Being pregnant and then parenting opens up a whole can of controversial worms doesn't it?
Many who have gone before us in the parenting department feel the need to share their wisdom - asked for or not. Society throws in their two cents worth placing many women and indeed couples into a situation of undue pressure. Going out on a limb here I will say that I believe this may be where post natal depression can begin, and the child has not even been born yet. Such is the pressure to conform.
Drugs in labour, your choice of birth, breast-feeding, the use of dummies, where the child sleeps, circumcision, controlled crying, immunisation, smacking, returning to work - the list literally goes on and on.
Due to health reasons, our whole parental experience was unorthodox from the start. We underwent IVF for our first child, he was born via caesarian section under a general anaesthetic (me, not him), was not breast-fed and had a dummy on day two of his life! Jeepers, he had only made it to day two and we had begun bending the rules.
We continued to bend the rules with our second child being born only 10 months after our first. Yes, apparently we could fall pregnant ourselves. Who'd-a thunk it? I remember one of the nurses (who mustn't have seen me on the first round) commenting that there was a mother on the ward at the moment who also had a 10 month old. I came clean and told her it was actually me! Priceless. I've never had so many people enquire as to my future methods of contraception! Trust me, we hadn't planned it that way. How could we plan for something we had no idea was possible? But after walking the path of perhaps never having children to then having two, we were delighted.
Prior to delivering our first son, I was subjected to a situation reminiscent of the Spanish Inquisition justifying my choice not to breast feed. That was in a phonecall. My husband and I then had to meet with the chief lactation consultant "once we had thought about it" to confirm "our" decision. Um, as far as I was aware, my husband wasn't going to be breast-feeding either! Then fate stepped in. We were in such a rush to leave for our appointment with her that I got moisturiser in my eyes, rendering them red and watery. I'm sure the lactation consultant thought I'd spent the morning in tears in anticipation of our appointment that she was a lot more supportive of my decision and accordingly noted on my file what my choice was.
I believe that a woman should be supported by whatever her decision is in feeding her child. The bottom line was, I was still going to feed him! If a woman chooses to breast-feed then she should be 100% supported. Likewise if she chooses not to. Likewise again if her choice to breast-feed unfortunately doesn't work out. She should not be made to feel like she has let her child and her family down. The impact this can have on her is too great.
As one of my girlfriends so aptly put it, if a criminal is brought before the courts, the judge does not ask "were you breast fed or bottle fed as a youngster?"
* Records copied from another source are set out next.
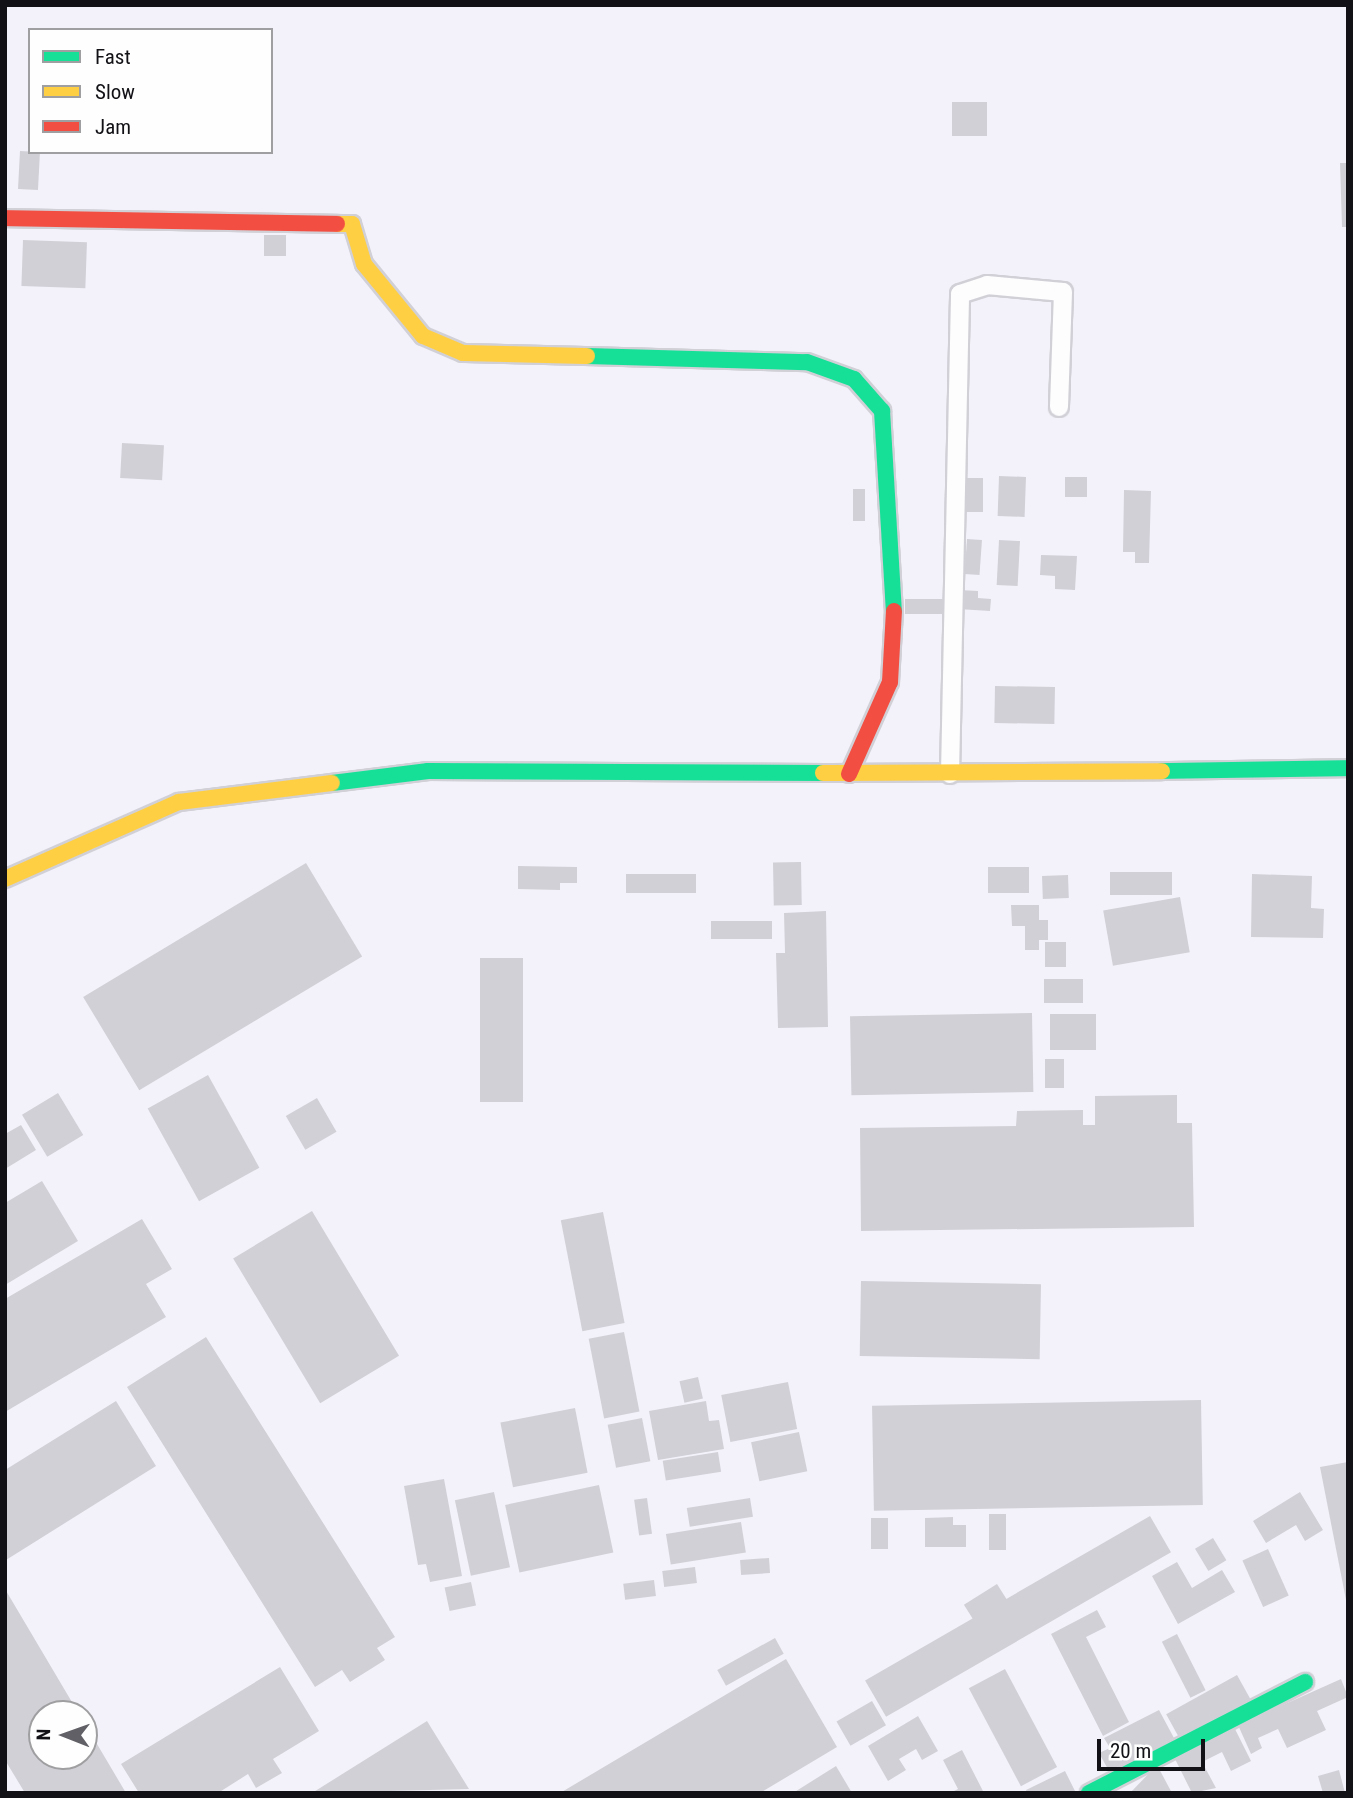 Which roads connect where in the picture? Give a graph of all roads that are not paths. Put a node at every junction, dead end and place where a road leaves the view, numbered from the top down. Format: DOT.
graph roads {
  1 [pos="5,218"];
  2 [pos="1059,407"];
  3 [pos="1348,768"];
  4 [pos="849,774"];
  5 [pos="950,774"];
  6 [pos="5,879"];
  7 [pos="1305,1682"];
  8 [pos="1089,1793"];
  1 -- 4 [label="street"];
  2 -- 5 [label="lane"];
  3 -- 5 [label="street"];
  4 -- 5 [label="street"];
  4 -- 6 [label="street"];
  7 -- 8 [label="street"];
}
I recall offering the dummy to my son on day two of his life whilst waiting for his bottle to arrive. He took to it like a duck to water. I could hear the nurse coming and tried to extract it from his mouth knowing she would disapprove, but that little tacker had a stronger suck than I could have anticipated and he won. Yep, two days old and we had the baby equivalent of an arm wrestle! On the one hand I was so proud that my child displayed such strength, but mortified that I may be judged in my choice. When the nurse walked in, I stood there like I had been caught red-handed stealing something. Thankfully she only half-frowned upon the situation. It must have been the look on my face.
I'm not intending to call down nurses in this. It's not that at all. I praise the roles our nurses do and do with such passion. The nurses whose care I was under on both occasions with having our children, I could not speak more highly of. I understand that part of their role is delivering the message of what they have learned is best for our newborns. I get it. I just believe that if our choices are different to this, it is not because we don't want what is best for our child. Absolutely we do.
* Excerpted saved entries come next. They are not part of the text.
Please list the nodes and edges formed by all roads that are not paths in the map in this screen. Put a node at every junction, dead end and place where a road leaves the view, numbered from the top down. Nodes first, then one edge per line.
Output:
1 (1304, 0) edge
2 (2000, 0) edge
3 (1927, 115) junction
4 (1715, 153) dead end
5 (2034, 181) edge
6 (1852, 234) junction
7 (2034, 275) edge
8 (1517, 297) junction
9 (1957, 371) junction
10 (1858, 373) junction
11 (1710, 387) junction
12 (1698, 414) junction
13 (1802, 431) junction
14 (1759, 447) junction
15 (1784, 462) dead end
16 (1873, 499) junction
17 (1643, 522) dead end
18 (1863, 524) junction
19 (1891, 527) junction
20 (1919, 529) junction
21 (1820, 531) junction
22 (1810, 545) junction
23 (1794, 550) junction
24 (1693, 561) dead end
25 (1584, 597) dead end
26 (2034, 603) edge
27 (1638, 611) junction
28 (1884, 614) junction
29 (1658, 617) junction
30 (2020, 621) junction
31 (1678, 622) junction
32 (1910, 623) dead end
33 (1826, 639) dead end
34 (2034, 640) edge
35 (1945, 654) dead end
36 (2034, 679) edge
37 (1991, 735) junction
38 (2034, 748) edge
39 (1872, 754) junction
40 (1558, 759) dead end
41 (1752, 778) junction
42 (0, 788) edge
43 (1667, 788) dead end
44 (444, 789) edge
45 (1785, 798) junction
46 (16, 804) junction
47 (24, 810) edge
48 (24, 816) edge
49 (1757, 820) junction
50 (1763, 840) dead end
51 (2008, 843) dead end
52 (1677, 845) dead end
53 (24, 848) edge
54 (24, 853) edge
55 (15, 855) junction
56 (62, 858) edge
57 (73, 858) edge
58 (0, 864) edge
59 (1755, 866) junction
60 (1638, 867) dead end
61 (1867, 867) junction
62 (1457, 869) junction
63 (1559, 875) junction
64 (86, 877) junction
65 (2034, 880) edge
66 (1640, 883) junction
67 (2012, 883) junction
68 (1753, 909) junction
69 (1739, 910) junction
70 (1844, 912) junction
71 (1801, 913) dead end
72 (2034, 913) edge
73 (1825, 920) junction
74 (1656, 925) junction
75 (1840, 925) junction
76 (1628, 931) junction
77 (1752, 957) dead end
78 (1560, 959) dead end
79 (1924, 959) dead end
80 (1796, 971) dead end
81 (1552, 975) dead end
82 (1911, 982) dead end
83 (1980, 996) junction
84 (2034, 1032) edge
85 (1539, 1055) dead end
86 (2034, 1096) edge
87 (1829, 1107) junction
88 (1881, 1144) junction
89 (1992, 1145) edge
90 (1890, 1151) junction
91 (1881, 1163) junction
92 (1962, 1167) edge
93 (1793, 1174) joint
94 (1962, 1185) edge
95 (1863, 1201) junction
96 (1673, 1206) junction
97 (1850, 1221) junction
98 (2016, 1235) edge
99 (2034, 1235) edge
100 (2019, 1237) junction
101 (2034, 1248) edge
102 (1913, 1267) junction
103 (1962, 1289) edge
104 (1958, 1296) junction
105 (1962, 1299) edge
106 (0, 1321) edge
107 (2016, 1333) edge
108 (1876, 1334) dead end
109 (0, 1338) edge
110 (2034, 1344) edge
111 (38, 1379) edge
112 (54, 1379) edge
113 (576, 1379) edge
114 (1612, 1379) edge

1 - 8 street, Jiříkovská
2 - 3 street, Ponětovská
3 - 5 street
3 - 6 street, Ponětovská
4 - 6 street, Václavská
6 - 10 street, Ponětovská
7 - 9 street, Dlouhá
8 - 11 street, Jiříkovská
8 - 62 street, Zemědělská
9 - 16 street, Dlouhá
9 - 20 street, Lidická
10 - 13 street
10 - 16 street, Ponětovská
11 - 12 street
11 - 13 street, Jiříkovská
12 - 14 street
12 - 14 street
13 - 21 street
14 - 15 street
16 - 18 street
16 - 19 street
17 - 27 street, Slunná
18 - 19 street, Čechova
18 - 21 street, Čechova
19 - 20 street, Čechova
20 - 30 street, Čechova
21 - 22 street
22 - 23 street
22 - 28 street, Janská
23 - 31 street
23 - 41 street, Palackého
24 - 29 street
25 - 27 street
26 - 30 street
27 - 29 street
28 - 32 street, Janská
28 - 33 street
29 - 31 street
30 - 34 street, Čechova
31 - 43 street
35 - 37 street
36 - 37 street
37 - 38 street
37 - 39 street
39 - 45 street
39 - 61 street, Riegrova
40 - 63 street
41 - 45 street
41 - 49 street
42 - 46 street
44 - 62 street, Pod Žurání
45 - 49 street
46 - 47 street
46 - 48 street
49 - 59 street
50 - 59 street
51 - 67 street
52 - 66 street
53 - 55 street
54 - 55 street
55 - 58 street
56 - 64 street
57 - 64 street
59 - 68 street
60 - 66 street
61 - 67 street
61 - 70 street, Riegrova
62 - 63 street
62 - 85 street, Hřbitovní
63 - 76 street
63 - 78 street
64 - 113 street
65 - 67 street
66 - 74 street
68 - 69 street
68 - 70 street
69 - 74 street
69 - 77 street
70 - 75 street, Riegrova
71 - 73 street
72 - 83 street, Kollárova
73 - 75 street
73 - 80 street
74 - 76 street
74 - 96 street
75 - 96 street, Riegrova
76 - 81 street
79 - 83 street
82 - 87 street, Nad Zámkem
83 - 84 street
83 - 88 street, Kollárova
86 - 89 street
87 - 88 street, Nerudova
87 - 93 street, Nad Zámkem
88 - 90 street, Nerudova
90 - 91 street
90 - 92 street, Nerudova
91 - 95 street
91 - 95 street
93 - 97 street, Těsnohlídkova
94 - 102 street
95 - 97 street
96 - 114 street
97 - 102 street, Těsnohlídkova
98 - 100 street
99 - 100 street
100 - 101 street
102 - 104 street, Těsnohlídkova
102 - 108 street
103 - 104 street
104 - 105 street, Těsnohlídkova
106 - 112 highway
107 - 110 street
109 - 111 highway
The pressure to do everything right, whatever, however and from whom ever that may be, is just immense. We, as mothers, put a lot of this pressure on ourselves. There isn't room for anymore.
Whether it be dummies, toilet-training, allowing your child to sleep in your room, or even your bed, does it really matter? My husband and I figure if it works for us, it's right. The fact of the matter is, time is fleeting. Everything is a phase. They won't be doing it when they're 18 so why stress? Gosh, there'll be new issues to worry about by then!
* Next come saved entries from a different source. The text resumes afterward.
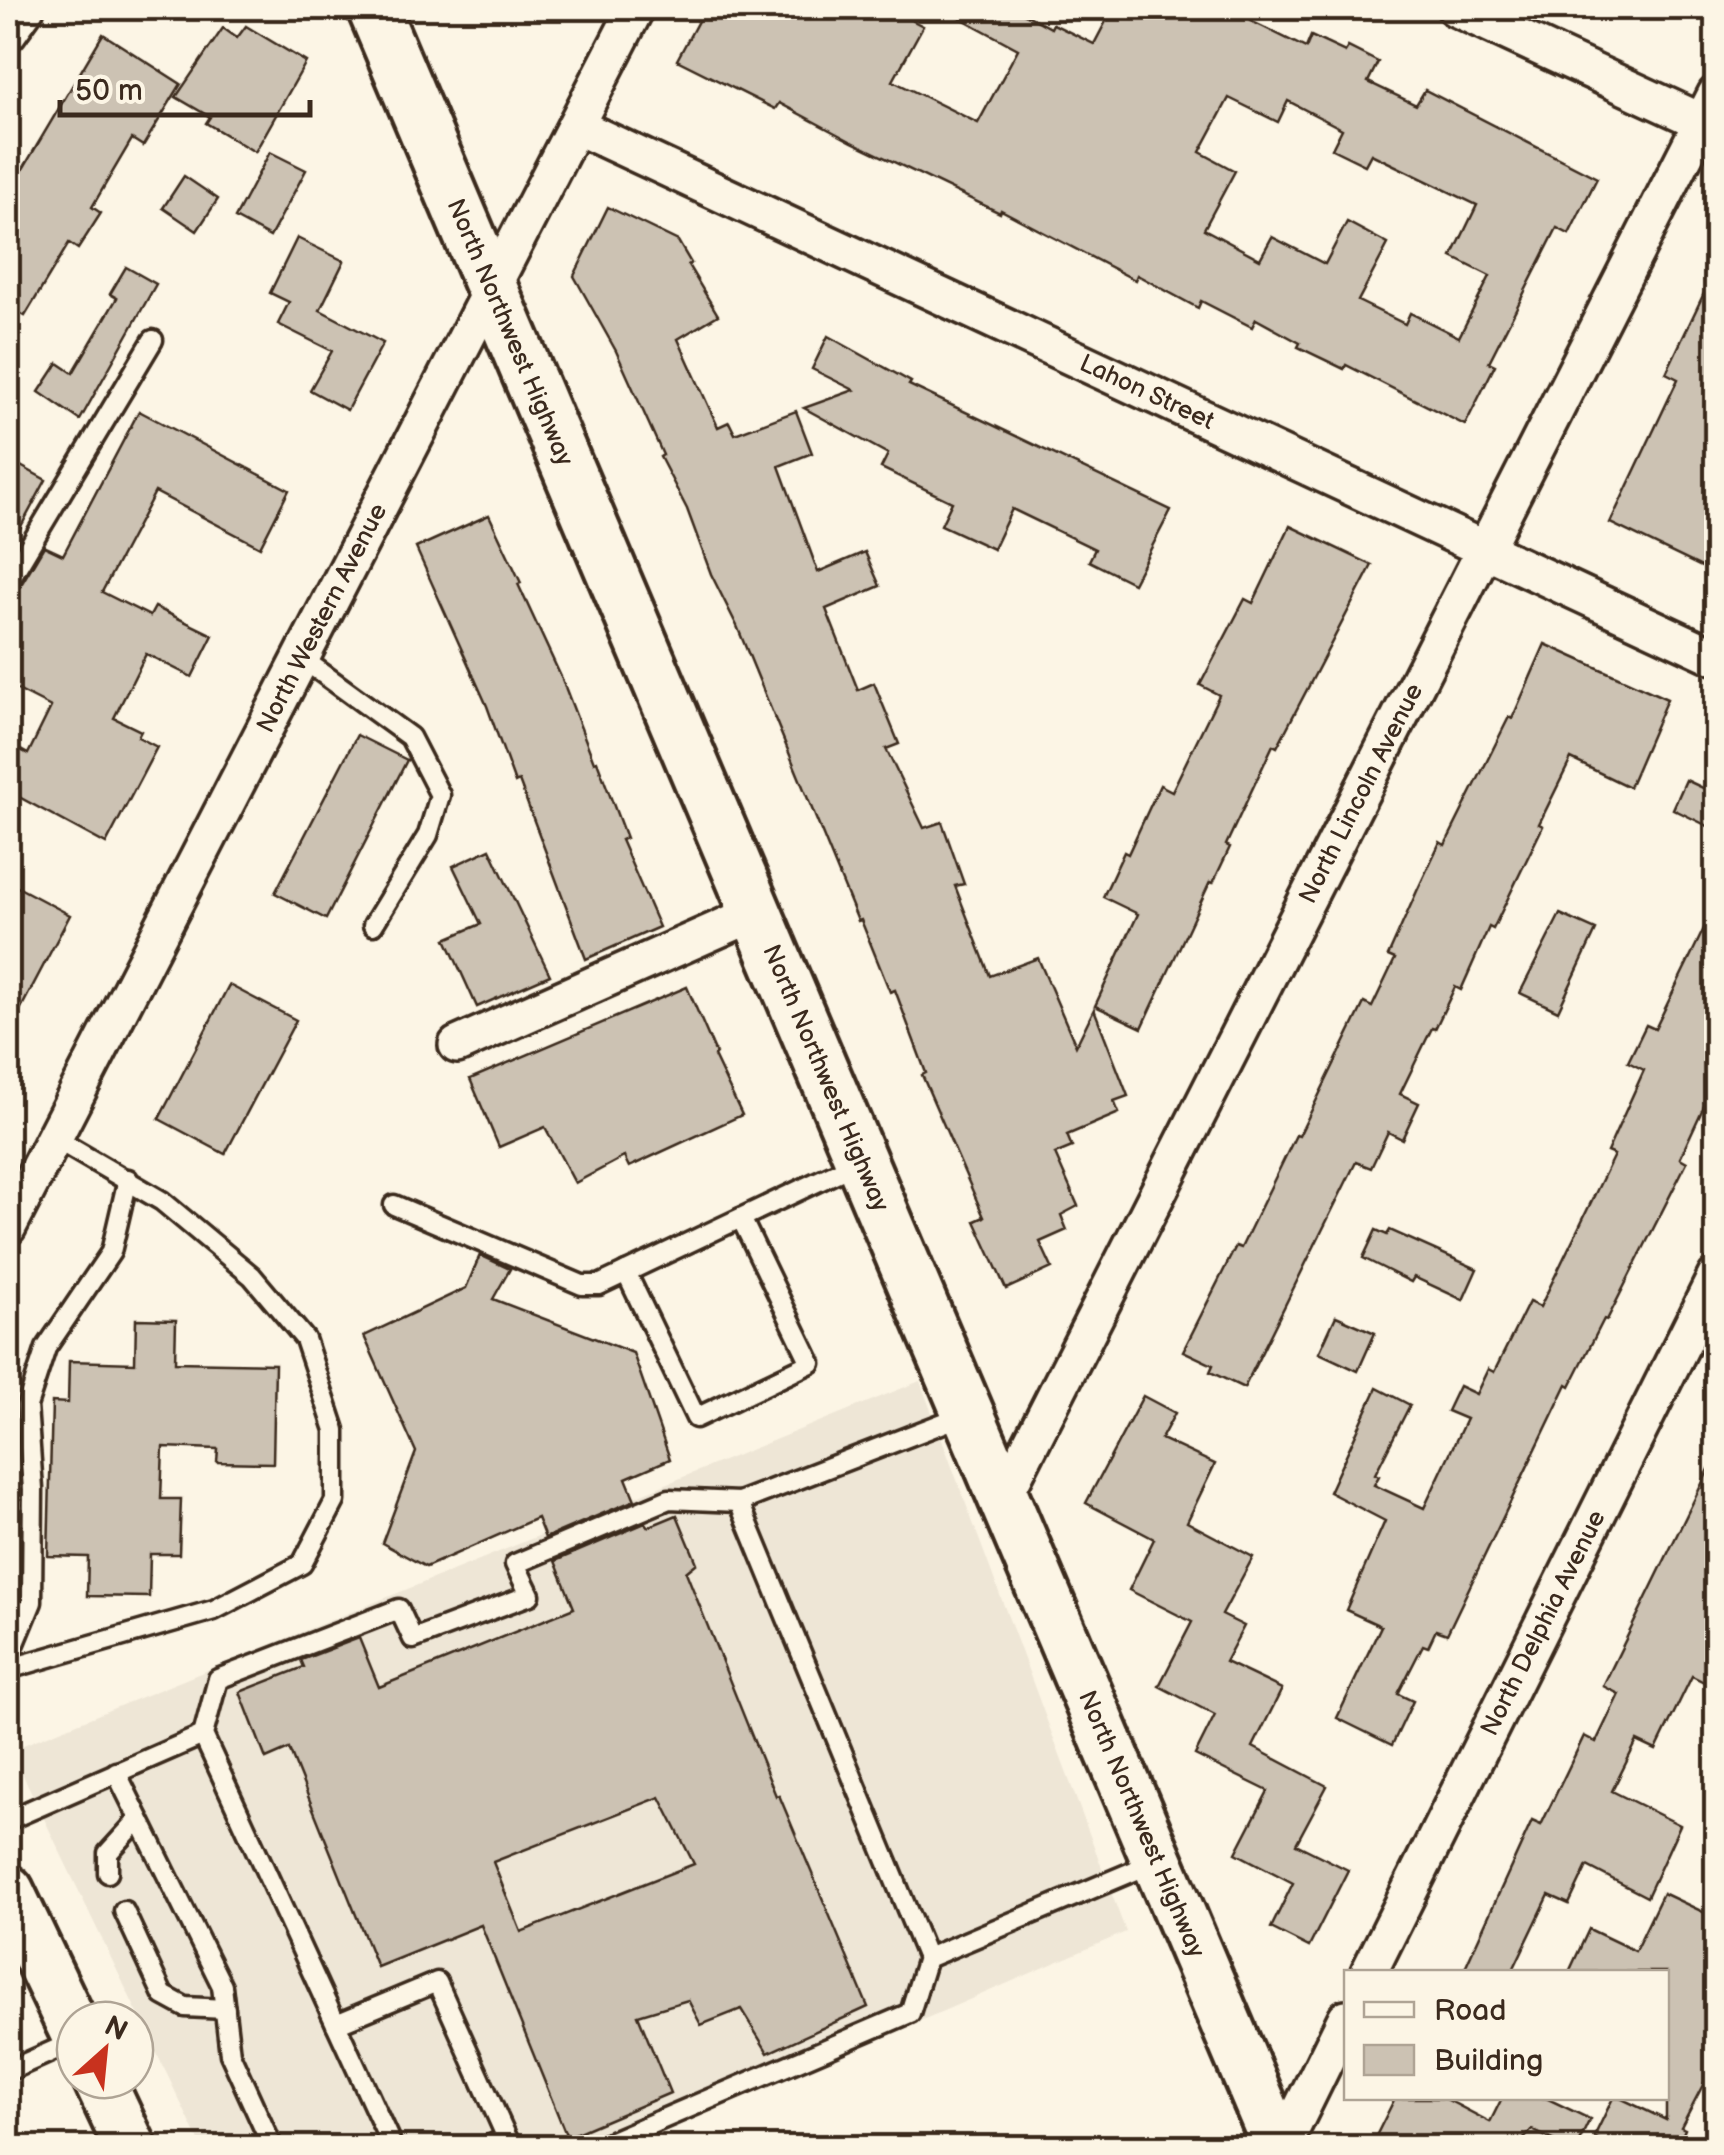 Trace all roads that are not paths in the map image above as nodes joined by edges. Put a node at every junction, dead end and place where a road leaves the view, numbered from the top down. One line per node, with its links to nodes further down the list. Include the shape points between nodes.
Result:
1 (26, 8): 5 (street)
2 (373, 8): 8 (main road, North Northwest Highway)
3 (636, 8): 7 (street, North Western Avenue)
4 (1455, 8): 6 (street)
5 (8, 33)
6 (1709, 108): 10 (street, North Lincoln Avenue)
7 (576, 126): 8 (street, North Western Avenue); 10 (street, Lahon Street)
8 (490, 288): 12 (street, North Western Avenue); 14 (main road, North Northwest Highway)
9 (153, 340): 11 (lane)
10 (1486, 550): 13 (street, Lahon Street); 26 (street, North Lincoln Avenue)
11 (8, 582)
12 (300, 657): 15 (lane, via 410,737 440,796 428,835); 17 (street, North Western Avenue)
13 (1716, 657)
14 (755, 913): 16 (street); 18 (main road, North Northwest Highway)
15 (373, 925)
16 (457, 1045)
17 (54, 1138): 19 (lane); 22 (street, North Western Avenue)
18 (860, 1162): 21 (lane); 25 (main road, North Northwest Highway)
19 (128, 1179): 28 (lane, via 111,1252 46,1348 26,1406 32,1602); 29 (lane, via 252,1276 305,1339 335,1430 334,1501 302,1564 214,1610)
20 (394, 1205): 23 (lane, via 582,1285)
21 (741, 1218): 23 (lane); 23 (lane, via 811,1363 696,1418)
22 (8, 1227)
23 (626, 1272)
24 (1716, 1276): 39 (street, North Delphia Avenue)
25 (967, 1414): 26 (main road, North Northwest Highway); 27 (lane)
26 (1004, 1496): 34 (main road, North Northwest Highway)
27 (739, 1502): 30 (lane, via 668,1499 515,1564 530,1595 413,1640 399,1608 218,1679); 38 (lane)
28 (8, 1660)
29 (8, 1670)
30 (203, 1735): 31 (lane); 43 (lane)
31 (116, 1772): 32 (lane); 33 (lane)
32 (139, 1819): 35 (lane, via 108,1854); 41 (lane, via 222,1986)
33 (8, 1820)
34 (1158, 1861): 38 (lane); 53 (main road, North Northwest Highway)
35 (108, 1873)
36 (8, 1891): 40 (main road)
37 (124, 1911): 41 (lane, via 163,1995 186,2007)
38 (926, 1958): 52 (lane, via 910,2013)
39 (1370, 1970)
40 (61, 2000)
41 (225, 2009): 49 (lane, via 230,2054)
42 (1344, 2022): 53 (street)
43 (336, 2024): 47 (lane, via 437,1982); 50 (lane)
44 (55, 2050): 45 (lane)
45 (8, 2071)
46 (108, 2100): 48 (main road)
47 (509, 2143): 51 (lane)
48 (131, 2148)
49 (272, 2148)
50 (393, 2148)
51 (484, 2148)
52 (596, 2148)
53 (1280, 2148)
We have structure in our home. The children need it and we need it. We also go with the flow as they grow and change, and alter the nature of our structure accordingly. They are still alive, they are healthy, they are polite, active, fun-filled learning sponges. Most importantly, they are loved.
What I have learned in being a parent is that there are many right ways to raising your child. You keep trying different ways until you find what works for you. It may be different to how others are doing things but who cares? If it's working - for your child, for you, for your family - then it's right.